Here at Stereo Stickman, we’re huge fans of Pete Murphy. His experimental artistry is truly unlike any we’ve heard before, and his unwillingness to compromise his integrity has birthed some genuinely conceptually intriguing music. In addition to Pete’s musical talents, he’s just an incredibly kind hearted person.
His latest release, however, By The Way of the Devil, sees Murphy at his darkest and most desperate point. It takes us on a journey filled with evil, greed, abuse, and ultimately hopelessness. He actually wished us luck when he passed on this record, which, in hindsight, was a much needed and generous warning.
By The Way of the Devil was written, recorded, produced, mixed, and mastered in just 11 days – and it absolutely does’nt show in the slightest. The tracks are meticulously crafted, expertly layered, and all-round really well polished. A lot of the vocals were first takes, and although they’re far from pitch perfect, the discrepancies work incredibly well for the vibe Murphy’s trying to create. This only serves as another notch in Murphy’s artistic belt, and firmly establishes his unrivaled and tenacious creativity.
The record kicks off with If I Were The Devil, an introduction laced with eerie instrumentals, thumping drums, and an old recording of the same words that’s as foreboding as the music that sits beneath it. Given the subject matter, and the current state of the world we live in, Murphy quickly cements his ominous tone of hell on earth with eccentric and often times grotesque instrumentation.
Afterwards, In Flagrante Delicto is a quick, thumping and melodically catchy tune that’s at odds with its disguised but heavy lyrical subject matter. Although it seems to start off in a happier place, with Murphy’s vocals having a very Bowie-esque feel to them, that feeling is quickly subdued with a not so subtle darkness that can only be described as satanically hypnotizing.
Garden Rocks is a trippy song that only the exceptionally brazen artistry of Murphy could pull off. It’s captivatingly creepy, and transcends about 3 different genres over the course of the tune. There is a notable Being For The Benefit of Mr. Kite feeling to it, and I actually got scared by a few sudden voices that randomly appeared during the song.
We are in Hell is a transition track that builds nicely and captures the menacing ambiance of evil.

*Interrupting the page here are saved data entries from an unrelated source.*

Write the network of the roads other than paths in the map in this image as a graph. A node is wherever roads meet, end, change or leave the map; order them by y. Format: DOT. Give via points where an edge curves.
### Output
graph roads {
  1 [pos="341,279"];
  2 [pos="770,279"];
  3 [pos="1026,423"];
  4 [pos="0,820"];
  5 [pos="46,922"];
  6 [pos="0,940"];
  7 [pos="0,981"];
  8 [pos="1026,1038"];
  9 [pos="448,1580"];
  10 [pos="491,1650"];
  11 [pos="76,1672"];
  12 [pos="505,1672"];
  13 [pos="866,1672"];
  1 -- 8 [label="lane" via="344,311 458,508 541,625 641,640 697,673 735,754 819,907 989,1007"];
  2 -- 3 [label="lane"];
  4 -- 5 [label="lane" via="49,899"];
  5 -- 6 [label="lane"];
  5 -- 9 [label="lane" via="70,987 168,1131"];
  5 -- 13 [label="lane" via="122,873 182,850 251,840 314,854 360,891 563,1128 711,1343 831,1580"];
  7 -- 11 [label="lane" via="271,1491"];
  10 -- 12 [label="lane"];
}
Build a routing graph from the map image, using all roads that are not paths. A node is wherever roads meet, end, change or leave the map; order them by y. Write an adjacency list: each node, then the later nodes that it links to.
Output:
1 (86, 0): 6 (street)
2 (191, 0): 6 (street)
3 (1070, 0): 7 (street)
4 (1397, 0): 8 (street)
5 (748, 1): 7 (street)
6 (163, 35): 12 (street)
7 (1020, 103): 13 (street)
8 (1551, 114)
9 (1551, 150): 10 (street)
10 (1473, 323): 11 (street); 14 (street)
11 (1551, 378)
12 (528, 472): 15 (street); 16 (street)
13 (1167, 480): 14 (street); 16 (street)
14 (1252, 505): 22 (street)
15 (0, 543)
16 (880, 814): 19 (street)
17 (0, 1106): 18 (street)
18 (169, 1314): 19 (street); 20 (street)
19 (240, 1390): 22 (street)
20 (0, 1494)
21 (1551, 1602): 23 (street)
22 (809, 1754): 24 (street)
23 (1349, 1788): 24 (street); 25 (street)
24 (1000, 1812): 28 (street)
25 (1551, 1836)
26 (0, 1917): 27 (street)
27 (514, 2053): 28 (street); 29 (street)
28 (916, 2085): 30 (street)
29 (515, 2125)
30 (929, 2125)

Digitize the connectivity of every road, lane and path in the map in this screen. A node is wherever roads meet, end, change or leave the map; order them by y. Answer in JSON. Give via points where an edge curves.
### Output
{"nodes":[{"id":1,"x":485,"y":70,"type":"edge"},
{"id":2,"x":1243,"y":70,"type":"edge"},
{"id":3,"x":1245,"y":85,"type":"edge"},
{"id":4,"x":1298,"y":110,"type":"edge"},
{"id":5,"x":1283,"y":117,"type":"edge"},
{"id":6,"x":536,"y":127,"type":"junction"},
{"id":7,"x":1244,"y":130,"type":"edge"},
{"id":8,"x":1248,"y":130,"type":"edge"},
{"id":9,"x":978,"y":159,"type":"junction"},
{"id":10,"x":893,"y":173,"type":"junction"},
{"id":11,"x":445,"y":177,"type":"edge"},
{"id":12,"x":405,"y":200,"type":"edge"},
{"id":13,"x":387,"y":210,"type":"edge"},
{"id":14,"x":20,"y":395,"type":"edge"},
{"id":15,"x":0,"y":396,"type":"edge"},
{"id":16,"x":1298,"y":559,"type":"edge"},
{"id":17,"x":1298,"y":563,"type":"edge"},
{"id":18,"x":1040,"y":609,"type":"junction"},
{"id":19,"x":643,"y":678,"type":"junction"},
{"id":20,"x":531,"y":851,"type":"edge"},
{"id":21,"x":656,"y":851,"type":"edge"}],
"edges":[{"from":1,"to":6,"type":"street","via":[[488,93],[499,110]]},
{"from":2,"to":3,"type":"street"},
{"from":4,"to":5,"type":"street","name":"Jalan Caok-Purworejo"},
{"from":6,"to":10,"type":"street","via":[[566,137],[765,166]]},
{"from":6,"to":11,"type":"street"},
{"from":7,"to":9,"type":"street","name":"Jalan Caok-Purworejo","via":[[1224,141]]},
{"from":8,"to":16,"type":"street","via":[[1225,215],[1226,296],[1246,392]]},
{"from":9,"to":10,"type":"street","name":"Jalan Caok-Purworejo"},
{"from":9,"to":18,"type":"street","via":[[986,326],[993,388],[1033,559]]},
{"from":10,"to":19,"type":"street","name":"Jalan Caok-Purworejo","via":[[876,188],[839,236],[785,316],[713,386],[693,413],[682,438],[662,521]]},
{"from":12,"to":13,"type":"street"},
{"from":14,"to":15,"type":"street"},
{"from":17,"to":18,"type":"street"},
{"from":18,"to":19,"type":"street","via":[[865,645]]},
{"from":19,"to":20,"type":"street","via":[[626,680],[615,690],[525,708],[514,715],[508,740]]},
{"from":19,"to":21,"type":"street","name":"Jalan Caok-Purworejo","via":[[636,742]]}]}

It ends just as chaotically as it started – with a disorganized Theremin that leads oddly but perfectly into A Glass Eye for Detail; which is like being stuck in a carnival from hell. It has arguably the most thought-provoking lyrics of the entire album, and these can be interpreted in a variety of different ways.
The following track Time and Space serves as another interlude track and only helps Murphy expand the world he has created on this record. Warm Dog is a cacophony of sound in the best way possible. It reminds me of a Jack White tune where he would be at his craziest and most apathetic. Despite the rather abrasive music behind the lyrics, this song has a dark sense of humor to it that’s greatly appreciated at this point on the album.
Castlevania on the original Nintendo had some of the most memorable music of the 8-bit era. The Devil Take Over sounds like it would fit right at home in one of those games, with the addition of a sick guitar solo. Canary in the Mine is probably the most tame song on the record and draws its inspirations from classic hard/blues rock. It’s full of swagger and features the best vocals from Murphy on all of By The Way of the Devil.
The album ends with essentially another instrumental that’s reminiscent of all the previous villainous sounding tracks, with a vocal sample proclaiming “thank you my friends”. If this were any other piece of art it would be a strange ending, but considering the journey the listener had just gone through to get to the end, it’s a befitting finale.
By the Way of the Devil is flat out weird, but it’s also genius. Pete Murphy has proven once again that his experimental and unapologetic artistry is truly one of a kind. The impressiveness of everything he does is that it doesn’t conform to any established norms, yet is somehow familiar enough and so well executed to be extremely appealing. Not everyone is going to appreciate Murphy’s avant-garde style, but for those who give him a chance – you’ll be treated to some positively amazing art.